Despite radar being well-established, the Crown was still required to call expert evidence to prove that the device was functioning properly. The police officer had tested the radar unit at the start of his shift using tuning forks, but those forks did not match the frequencies of the radar antennas. Without expert assistance, the trial judge could not know whether the discrepancy in gigahertz mattered—or whether it compromised the reliability of the speed reading.
The Court of Appeal emphasized that this was not an appropriate situation for judicial notice. Courts cannot assume technical knowledge about the relationship between tuning-fork frequencies and antenna frequencies or about their significance to radar accuracy. In the absence of admissible expert evidence establishing proper function, the radar reading could not ground a conviction.
The lesson is clear: as technology grows more complex, the evidentiary burden on the state does not diminish. Courts must insist on proof, not assumptions.
I. INTRODUCTION
[1] Following a trial in Provincial Court, Joka Bijl was acquitted by a justice of the peace [JP] on a charge of exceeding the posted speed limit in a school zone contrary to s. 200(2) of The Traffic Safety Act, SS 2004, c T-18.1 (R v Bijl (26 April 2022) Prince Albert (Sask Prov Ct)). A judge of the Court of King’s Bench sitting as a summary conviction appeal court dismissed the Crown’s appeal (R v Bijl, 2024 SKKB 201 [Decision]).
[3] ….applying the correct standard of review, the result of the appeal to the Court of King’s Bench would have been no different because the JP’s conclusions do not disclose reversible error. Accordingly, I would dismiss the appeal.

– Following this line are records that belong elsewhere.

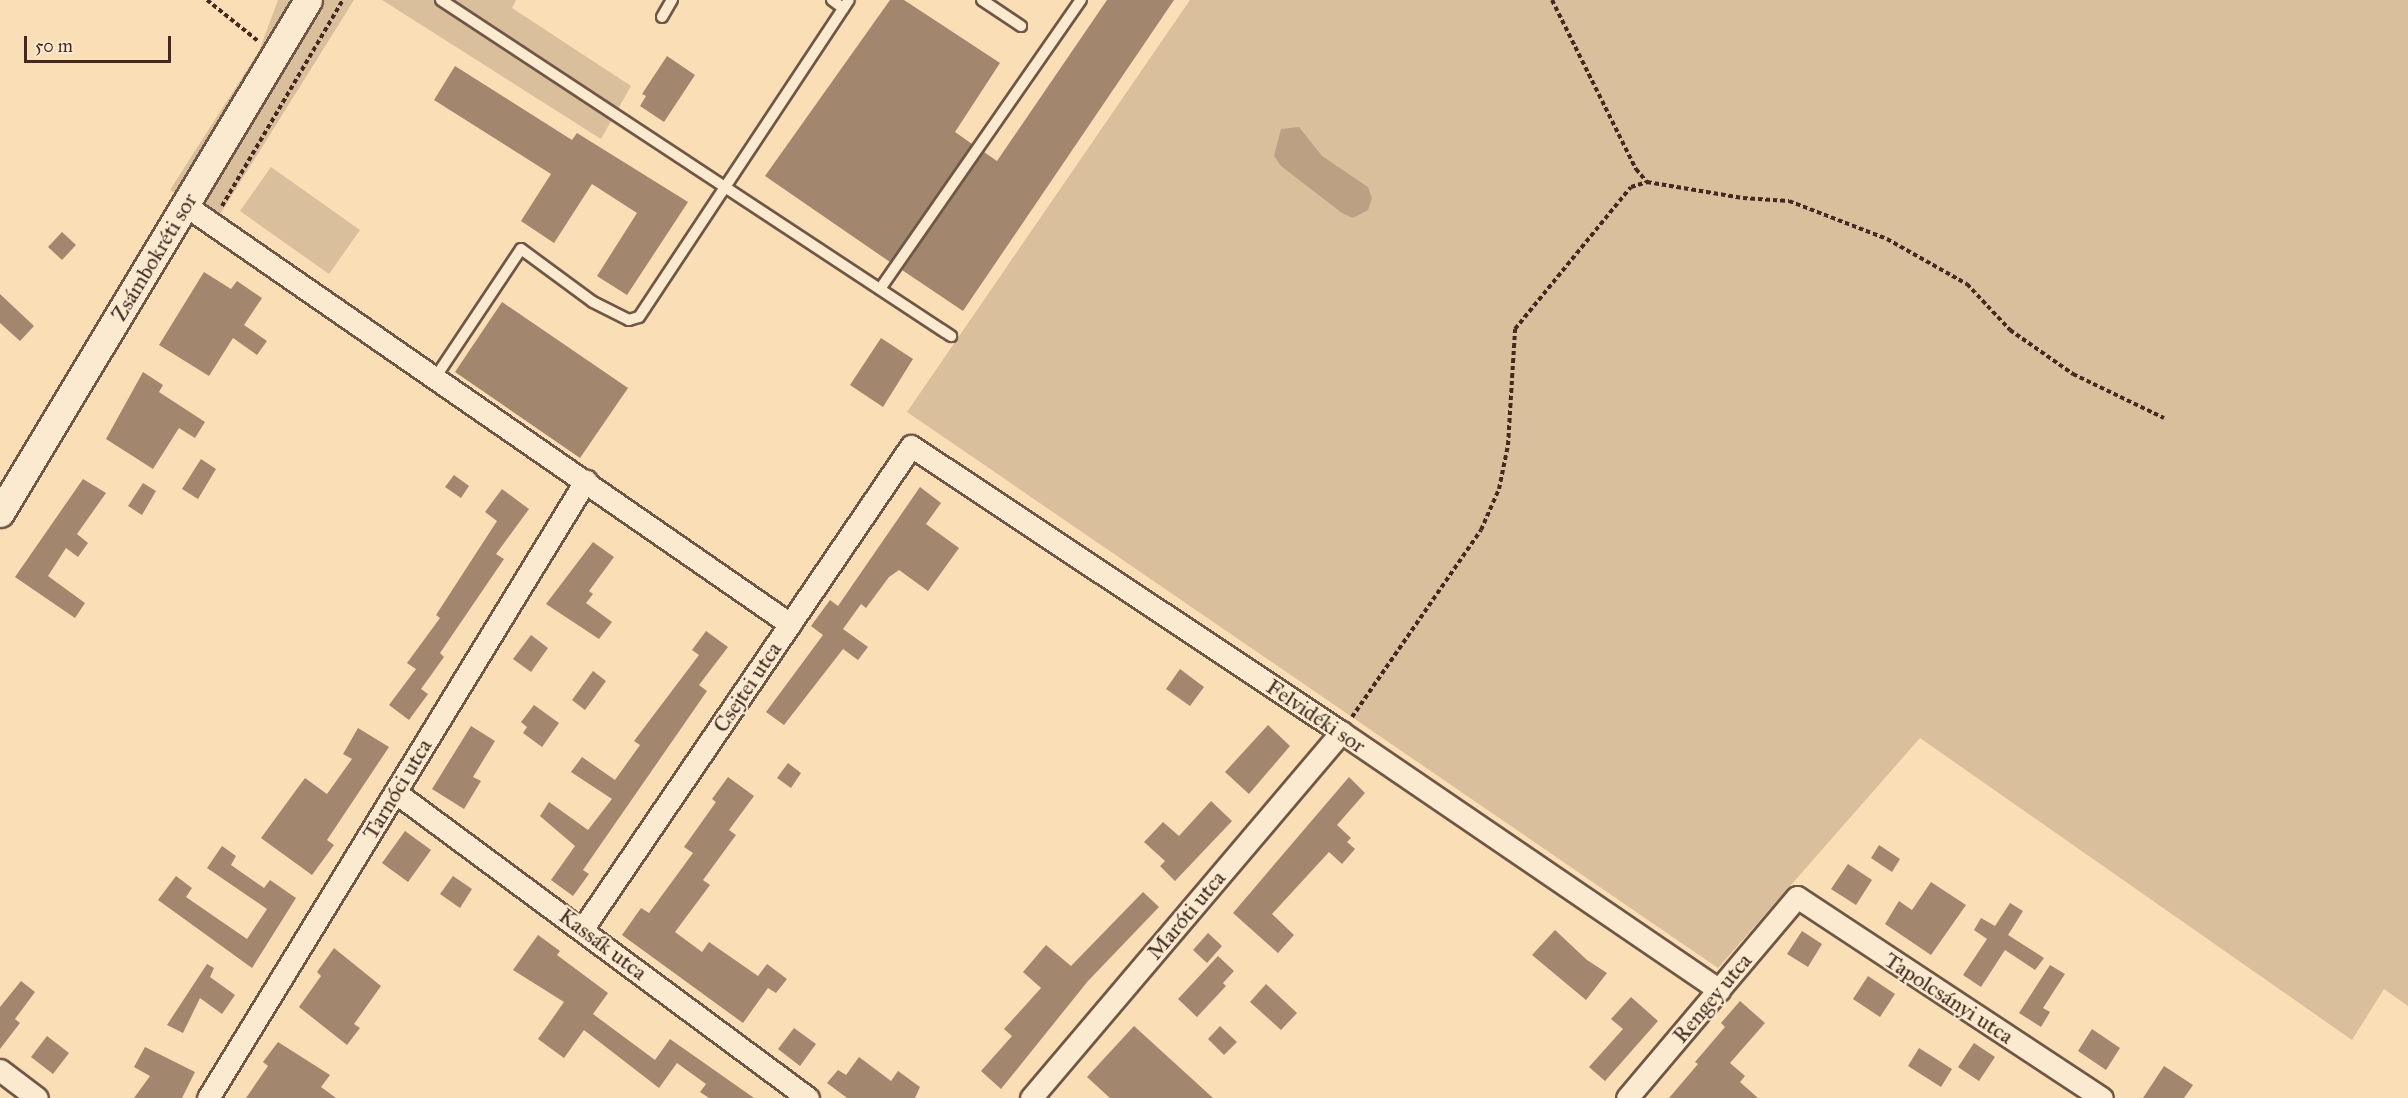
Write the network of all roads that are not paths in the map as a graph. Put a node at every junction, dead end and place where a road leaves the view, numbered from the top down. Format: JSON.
{"nodes":[{"id":1,"x":308,"y":0,"type":"edge"},
{"id":2,"x":441,"y":0,"type":"edge"},
{"id":3,"x":672,"y":0,"type":"edge"},
{"id":4,"x":832,"y":0,"type":"edge"},
{"id":5,"x":982,"y":0,"type":"edge"},
{"id":6,"x":1081,"y":0,"type":"edge"},
{"id":7,"x":846,"y":4,"type":"edge"},
{"id":8,"x":662,"y":17,"type":"dead end"},
{"id":9,"x":1021,"y":26,"type":"dead end"},
{"id":10,"x":724,"y":188,"type":"junction"},
{"id":11,"x":185,"y":205,"type":"junction"},
{"id":12,"x":880,"y":289,"type":"junction"},
{"id":13,"x":951,"y":336,"type":"dead end"},
{"id":14,"x":435,"y":378,"type":"junction"},
{"id":15,"x":911,"y":446,"type":"joint"},
{"id":16,"x":586,"y":480,"type":"junction"},
{"id":17,"x":0,"y":513,"type":"edge"},
{"id":18,"x":790,"y":624,"type":"junction"},
{"id":19,"x":1341,"y":732,"type":"junction"},
{"id":20,"x":395,"y":792,"type":"junction"},
{"id":21,"x":1797,"y":897,"type":"joint"},
{"id":22,"x":583,"y":928,"type":"junction"},
{"id":23,"x":1719,"y":990,"type":"junction"},
{"id":24,"x":0,"y":1070,"type":"edge"},
{"id":25,"x":37,"y":1098,"type":"edge"},
{"id":26,"x":208,"y":1098,"type":"edge"},
{"id":27,"x":808,"y":1098,"type":"edge"},
{"id":28,"x":1031,"y":1098,"type":"edge"},
{"id":29,"x":1627,"y":1098,"type":"edge"},
{"id":30,"x":2102,"y":1098,"type":"edge"}],
"edges":[{"from":1,"to":11,"type":"street","name":"Zsámbokréti sor"},
{"from":2,"to":10,"type":"lane"},
{"from":3,"to":8,"type":"lane"},
{"from":4,"to":7,"type":"lane"},
{"from":5,"to":9,"type":"lane"},
{"from":6,"to":12,"type":"lane"},
{"from":7,"to":10,"type":"lane"},
{"from":10,"to":12,"type":"lane"},
{"from":10,"to":14,"type":"lane"},
{"from":11,"to":14,"type":"street"},
{"from":11,"to":17,"type":"street","name":"Zsámbokréti sor"},
{"from":12,"to":13,"type":"lane"},
{"from":14,"to":16,"type":"street"},
{"from":15,"to":18,"type":"street","name":"Csejtei utca"},
{"from":15,"to":19,"type":"street","name":"Felvidéki sor"},
{"from":16,"to":18,"type":"street"},
{"from":16,"to":20,"type":"street","name":"Tarnóci utca"},
{"from":18,"to":22,"type":"street","name":"Csejtei utca"},
{"from":19,"to":23,"type":"street","name":"Felvidéki sor"},
{"from":19,"to":28,"type":"street","name":"Maróti utca"},
{"from":20,"to":22,"type":"street","name":"Kassák utca"},
{"from":20,"to":26,"type":"street","name":"Tarnóci utca"},
{"from":21,"to":23,"type":"street","name":"Rengey utca"},
{"from":21,"to":30,"type":"street","name":"Tapolcsányi utca"},
{"from":22,"to":27,"type":"street","name":"Kassák utca"},
{"from":23,"to":29,"type":"street","name":"Rengey utca"},
{"from":24,"to":25,"type":"street"}]}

[7] The Crown entered two tuning fork test certificates into evidence pursuant to s. 258(2)(a)(i)(B) of The Traffic Safety Act. Under this provision, the certificates are admissible as proof of the facts stated in them if they are dated not more than one year before or after the date of the offence and are signed by a prescribed tester. The certificates stated that on February 19, 2020 (approximately 7 months before the incident), the two tuning forks registered vibration speeds equivalent to 40.48 km/hr and 64.51 km/hr respectively when used with “a KA Band Radar Speed Meter, operating at 34.7 GHz”. The certificates did not state that the tuning forks registered those speeds when used with a radar unit operating at a range of different frequencies. It was not contested that the tuning forks described in the certificates were the ones used by Cst. Lindsay to test the radar on the morning in question.
[8] The Crown also filed a certificate of accuracy issued by the radar manufacturer, which was dated February 13, 2018 (approximately 2.5 years before the incident). The JP determined that this certificate was not admissible under The Traffic Safety Act and could not be accepted as proof of the accuracy of the radar on the date of the offence, primarily because it was dated more than 30 days before the date of the offence and therefore did not meet the criteria in s. 258(2)(a)(ii)(B). However, because it was admitted by consent, the JP accepted that the certificate was nevertheless admissible as proof of the facts stated in it.
[9] The certificate of accuracy indicated that the radar unit used by Cst. Lindsay had two antennas. Antenna #1 operated at a frequency of 34.71 GHz (which appeared to be the same frequency to which the tuning forks were calibrated, though expressed to two decimal points instead of one) and Antenna #2 operated at a frequency of 34.66 GHz….
[10] This evidence that the radar unit had two antennas caused the JP to question whether the Crown had proven that the reading of Ms. Bijl’s speed was accurate. The tuning fork test certificates established that the tuning forks were calibrated to register a specified vibration speed when used with a radar unit operating at 34.7 GHz, and Cst. Lindsay testified that the radar produced the expected speeds when he tested it using those tuning forks. Taken together, this evidence was tendered as proof that Antenna #1, operating at 34.71 GHz, was accurate.[Emphasis by PJM]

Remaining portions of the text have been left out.